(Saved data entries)
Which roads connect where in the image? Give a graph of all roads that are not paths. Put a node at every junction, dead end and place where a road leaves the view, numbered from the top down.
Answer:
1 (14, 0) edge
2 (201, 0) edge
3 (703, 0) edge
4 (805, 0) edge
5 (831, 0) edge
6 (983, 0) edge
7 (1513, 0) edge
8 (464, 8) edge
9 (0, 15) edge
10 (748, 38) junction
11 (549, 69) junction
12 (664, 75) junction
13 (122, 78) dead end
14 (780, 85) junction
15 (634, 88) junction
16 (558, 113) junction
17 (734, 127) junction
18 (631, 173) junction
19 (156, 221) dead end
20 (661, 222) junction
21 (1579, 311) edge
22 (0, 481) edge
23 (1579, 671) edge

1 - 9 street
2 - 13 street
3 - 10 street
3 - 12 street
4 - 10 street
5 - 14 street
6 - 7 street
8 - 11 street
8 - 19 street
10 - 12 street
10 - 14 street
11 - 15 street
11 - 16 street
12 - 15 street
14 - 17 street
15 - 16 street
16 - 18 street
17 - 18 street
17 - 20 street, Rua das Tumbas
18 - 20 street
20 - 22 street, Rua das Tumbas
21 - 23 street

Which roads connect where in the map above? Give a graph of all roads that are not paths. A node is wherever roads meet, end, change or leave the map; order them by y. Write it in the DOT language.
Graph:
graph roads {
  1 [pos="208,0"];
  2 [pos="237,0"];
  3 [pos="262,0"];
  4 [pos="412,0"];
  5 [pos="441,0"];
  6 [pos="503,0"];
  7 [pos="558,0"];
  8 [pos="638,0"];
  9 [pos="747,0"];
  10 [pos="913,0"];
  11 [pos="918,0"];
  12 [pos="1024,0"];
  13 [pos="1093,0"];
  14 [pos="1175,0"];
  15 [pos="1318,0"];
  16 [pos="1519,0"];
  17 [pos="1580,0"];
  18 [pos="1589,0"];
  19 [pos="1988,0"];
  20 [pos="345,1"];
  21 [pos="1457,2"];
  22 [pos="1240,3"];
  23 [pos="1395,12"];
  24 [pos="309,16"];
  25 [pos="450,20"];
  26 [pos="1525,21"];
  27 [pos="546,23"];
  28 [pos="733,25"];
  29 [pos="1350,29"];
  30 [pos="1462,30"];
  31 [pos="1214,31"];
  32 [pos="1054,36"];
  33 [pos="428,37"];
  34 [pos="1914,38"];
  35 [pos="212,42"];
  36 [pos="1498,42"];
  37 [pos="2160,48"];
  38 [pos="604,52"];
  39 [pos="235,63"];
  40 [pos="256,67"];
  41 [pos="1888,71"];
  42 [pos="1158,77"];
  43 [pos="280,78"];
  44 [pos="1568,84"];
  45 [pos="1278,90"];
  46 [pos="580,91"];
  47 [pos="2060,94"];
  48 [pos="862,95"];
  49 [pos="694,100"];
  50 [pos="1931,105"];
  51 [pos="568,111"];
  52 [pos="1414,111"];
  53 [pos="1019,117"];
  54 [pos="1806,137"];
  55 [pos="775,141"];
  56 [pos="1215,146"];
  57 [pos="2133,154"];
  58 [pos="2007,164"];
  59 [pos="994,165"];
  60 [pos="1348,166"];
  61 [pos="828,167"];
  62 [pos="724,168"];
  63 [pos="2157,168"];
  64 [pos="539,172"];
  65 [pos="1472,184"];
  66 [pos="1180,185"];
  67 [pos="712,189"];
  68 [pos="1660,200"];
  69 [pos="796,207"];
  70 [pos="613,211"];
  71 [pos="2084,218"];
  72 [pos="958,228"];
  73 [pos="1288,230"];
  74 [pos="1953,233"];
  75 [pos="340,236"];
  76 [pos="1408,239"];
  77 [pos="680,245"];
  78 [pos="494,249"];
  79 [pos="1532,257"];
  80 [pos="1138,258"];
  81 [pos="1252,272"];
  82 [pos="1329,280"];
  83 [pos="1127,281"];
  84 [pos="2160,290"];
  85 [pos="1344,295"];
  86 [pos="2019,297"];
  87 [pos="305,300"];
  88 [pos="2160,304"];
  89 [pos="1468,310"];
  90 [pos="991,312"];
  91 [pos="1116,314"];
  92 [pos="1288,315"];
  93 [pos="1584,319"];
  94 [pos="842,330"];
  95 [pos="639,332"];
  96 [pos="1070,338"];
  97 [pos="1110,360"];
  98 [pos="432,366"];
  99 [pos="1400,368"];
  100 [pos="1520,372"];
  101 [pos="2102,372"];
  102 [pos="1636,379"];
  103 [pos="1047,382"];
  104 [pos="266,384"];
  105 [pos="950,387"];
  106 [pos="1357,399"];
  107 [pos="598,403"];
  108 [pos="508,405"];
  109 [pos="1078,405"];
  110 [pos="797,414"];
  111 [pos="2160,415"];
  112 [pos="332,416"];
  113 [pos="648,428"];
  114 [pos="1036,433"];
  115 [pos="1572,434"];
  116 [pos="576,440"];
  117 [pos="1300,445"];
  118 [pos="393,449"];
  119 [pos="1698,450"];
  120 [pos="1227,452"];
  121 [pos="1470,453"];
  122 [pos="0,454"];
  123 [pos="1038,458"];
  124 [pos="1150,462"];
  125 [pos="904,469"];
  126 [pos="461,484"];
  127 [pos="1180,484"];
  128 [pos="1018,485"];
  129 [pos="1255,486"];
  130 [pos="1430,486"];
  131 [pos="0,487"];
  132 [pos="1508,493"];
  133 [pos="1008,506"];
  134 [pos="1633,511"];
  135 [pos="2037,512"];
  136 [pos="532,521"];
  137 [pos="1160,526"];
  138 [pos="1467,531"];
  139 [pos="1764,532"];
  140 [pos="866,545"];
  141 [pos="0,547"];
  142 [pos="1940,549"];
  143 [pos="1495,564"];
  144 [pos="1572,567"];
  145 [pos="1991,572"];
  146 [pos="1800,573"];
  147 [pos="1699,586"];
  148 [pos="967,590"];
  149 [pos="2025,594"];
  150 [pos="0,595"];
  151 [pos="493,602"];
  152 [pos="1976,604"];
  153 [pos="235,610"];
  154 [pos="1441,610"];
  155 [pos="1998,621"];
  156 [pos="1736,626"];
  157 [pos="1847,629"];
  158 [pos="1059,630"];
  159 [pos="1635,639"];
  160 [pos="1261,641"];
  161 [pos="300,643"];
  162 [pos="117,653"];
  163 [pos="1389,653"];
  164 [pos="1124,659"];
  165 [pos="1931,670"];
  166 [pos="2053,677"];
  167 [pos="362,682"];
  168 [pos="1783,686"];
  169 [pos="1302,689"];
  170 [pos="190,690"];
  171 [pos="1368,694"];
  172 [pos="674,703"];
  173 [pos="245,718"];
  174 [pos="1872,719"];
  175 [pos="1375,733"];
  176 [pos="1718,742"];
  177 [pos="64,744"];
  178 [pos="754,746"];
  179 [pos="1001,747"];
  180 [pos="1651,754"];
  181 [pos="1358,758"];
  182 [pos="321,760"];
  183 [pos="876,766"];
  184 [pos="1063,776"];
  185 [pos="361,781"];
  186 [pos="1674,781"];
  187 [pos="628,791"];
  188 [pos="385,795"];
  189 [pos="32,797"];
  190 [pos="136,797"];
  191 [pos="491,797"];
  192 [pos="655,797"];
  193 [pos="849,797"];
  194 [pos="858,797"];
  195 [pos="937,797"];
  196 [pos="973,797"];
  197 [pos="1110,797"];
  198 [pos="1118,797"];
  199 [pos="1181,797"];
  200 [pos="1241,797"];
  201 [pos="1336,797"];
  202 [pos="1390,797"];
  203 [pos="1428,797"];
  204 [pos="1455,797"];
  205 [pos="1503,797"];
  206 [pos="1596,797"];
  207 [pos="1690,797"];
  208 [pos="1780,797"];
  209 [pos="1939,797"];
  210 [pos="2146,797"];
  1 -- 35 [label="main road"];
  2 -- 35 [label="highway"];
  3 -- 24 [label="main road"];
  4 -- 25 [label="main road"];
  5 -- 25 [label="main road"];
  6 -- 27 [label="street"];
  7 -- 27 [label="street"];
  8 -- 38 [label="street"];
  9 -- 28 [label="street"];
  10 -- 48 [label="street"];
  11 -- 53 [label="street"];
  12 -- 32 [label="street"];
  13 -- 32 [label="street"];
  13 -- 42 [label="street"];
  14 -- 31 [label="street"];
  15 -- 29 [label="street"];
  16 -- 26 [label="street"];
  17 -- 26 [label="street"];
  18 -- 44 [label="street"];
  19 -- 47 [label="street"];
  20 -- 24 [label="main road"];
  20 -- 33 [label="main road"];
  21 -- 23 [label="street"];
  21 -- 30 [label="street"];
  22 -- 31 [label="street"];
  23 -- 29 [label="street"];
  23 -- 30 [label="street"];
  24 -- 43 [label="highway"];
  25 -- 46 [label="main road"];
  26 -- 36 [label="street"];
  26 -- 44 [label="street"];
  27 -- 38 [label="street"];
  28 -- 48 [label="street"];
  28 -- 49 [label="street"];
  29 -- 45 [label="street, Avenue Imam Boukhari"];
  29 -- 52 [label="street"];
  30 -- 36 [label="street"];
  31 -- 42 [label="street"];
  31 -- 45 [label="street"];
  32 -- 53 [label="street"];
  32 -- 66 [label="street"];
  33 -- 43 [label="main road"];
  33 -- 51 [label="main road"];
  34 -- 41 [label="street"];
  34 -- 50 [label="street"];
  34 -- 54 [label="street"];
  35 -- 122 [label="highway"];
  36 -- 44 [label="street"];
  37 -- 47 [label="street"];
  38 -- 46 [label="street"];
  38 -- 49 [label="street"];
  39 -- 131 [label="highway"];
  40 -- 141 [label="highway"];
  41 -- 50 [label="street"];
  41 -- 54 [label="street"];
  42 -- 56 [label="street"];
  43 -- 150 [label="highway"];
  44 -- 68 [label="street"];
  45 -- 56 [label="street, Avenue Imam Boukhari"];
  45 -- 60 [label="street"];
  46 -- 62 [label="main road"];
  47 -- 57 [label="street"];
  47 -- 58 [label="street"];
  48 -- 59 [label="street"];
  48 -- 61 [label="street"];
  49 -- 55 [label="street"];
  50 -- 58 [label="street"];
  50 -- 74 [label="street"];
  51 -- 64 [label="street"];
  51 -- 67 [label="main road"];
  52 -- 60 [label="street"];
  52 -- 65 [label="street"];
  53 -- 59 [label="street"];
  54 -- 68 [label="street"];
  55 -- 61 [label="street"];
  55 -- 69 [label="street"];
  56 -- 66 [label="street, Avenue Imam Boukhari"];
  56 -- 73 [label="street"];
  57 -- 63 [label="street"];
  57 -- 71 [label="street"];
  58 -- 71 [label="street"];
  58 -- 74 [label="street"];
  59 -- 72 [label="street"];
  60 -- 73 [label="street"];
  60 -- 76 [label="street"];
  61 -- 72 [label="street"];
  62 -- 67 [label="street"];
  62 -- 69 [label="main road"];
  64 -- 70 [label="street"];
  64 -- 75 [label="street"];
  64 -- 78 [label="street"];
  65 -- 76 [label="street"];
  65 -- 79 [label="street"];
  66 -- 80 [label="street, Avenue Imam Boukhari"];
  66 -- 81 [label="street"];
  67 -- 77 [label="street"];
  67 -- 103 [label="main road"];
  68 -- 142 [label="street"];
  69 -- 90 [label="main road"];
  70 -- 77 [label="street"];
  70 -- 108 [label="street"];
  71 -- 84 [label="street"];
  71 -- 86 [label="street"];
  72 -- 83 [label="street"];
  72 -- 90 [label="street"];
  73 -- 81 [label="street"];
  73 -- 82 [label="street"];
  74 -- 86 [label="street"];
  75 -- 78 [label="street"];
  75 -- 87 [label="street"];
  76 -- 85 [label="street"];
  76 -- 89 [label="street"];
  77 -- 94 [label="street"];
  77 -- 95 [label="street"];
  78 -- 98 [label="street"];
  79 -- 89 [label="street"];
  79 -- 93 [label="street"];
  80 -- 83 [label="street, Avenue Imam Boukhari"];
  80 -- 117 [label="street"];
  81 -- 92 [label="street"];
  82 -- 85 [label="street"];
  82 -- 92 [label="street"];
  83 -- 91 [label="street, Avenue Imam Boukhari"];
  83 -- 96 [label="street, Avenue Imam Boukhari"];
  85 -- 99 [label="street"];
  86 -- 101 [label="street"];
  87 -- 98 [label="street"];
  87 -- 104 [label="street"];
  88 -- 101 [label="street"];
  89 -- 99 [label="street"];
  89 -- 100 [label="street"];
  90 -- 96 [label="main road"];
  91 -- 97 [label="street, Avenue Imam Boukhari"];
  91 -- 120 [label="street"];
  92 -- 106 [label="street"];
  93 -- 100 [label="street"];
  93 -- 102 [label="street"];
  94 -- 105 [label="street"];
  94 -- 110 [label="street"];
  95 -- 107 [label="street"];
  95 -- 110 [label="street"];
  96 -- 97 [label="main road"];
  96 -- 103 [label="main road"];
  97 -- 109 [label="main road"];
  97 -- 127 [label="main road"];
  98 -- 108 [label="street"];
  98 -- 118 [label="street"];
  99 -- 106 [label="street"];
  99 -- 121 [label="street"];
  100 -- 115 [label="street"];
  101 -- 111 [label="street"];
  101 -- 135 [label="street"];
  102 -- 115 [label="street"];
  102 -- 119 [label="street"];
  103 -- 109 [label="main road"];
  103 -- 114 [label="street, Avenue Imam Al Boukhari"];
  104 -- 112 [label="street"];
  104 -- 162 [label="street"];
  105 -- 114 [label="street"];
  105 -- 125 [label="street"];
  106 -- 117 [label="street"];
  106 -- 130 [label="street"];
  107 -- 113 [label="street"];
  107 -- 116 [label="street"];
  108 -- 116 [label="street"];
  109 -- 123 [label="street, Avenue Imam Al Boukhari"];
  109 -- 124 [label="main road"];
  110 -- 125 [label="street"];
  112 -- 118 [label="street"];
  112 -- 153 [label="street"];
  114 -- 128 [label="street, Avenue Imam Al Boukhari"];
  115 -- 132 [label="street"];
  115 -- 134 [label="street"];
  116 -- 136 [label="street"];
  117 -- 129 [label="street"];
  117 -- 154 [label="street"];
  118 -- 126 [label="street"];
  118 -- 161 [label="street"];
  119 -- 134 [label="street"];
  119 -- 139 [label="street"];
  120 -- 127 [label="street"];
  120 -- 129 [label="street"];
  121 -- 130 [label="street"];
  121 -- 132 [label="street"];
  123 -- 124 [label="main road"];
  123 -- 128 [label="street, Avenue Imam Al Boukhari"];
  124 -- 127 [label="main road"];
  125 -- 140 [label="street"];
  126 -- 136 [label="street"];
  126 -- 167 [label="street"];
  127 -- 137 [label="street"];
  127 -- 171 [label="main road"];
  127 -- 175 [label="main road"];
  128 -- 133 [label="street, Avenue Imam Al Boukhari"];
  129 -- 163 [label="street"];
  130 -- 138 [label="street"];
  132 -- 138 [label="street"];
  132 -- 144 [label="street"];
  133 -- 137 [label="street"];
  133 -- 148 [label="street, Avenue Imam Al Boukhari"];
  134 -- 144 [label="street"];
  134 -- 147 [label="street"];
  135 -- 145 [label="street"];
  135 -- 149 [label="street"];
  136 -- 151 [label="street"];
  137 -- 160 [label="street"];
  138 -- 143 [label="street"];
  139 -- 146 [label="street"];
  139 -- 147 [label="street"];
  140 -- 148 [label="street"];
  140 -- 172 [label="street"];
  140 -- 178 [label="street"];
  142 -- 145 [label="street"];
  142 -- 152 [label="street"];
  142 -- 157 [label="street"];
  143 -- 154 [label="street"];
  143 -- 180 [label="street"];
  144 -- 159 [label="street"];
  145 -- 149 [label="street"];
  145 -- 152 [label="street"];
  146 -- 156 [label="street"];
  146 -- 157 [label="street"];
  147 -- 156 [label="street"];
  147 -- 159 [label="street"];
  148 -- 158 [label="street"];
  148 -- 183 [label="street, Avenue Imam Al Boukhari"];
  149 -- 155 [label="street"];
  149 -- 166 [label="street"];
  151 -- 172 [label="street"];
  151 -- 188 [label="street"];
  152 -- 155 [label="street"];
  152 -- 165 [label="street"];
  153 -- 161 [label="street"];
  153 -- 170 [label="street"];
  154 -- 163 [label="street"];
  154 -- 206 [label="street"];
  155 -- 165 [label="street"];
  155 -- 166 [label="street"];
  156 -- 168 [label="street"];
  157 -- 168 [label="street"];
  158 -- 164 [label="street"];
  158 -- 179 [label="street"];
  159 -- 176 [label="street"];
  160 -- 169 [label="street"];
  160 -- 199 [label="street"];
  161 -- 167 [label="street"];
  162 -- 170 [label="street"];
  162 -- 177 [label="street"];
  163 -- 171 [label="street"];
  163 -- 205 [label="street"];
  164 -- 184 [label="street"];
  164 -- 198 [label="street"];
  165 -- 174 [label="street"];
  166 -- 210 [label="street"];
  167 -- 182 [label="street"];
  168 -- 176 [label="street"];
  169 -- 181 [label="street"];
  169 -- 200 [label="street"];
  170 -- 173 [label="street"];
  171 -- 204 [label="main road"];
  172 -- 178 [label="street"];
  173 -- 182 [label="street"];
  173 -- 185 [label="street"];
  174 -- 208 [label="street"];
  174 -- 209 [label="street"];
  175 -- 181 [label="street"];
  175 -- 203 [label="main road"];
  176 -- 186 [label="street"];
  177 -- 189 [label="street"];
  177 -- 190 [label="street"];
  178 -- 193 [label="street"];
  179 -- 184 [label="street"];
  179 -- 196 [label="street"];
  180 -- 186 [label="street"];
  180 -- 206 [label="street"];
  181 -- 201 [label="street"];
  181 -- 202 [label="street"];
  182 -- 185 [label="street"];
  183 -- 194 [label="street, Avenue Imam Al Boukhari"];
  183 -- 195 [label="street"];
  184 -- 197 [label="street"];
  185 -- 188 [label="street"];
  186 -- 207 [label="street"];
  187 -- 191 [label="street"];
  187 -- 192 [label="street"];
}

### EXERCISE INSTRUCTIONS
Go through the entries and report every line with the string "roads".

### TASK RESULT
Which roads connect where in the image? Give a graph of all roads that are not paths. Put a node at every junction, dead end and place where a road leaves the view, numbered from the top down.
Which roads connect where in the map above? Give a graph of all roads that are not paths. A node is wherever roads meet, end, change or leave the map; order them by y. Write it in the DOT language.
graph roads {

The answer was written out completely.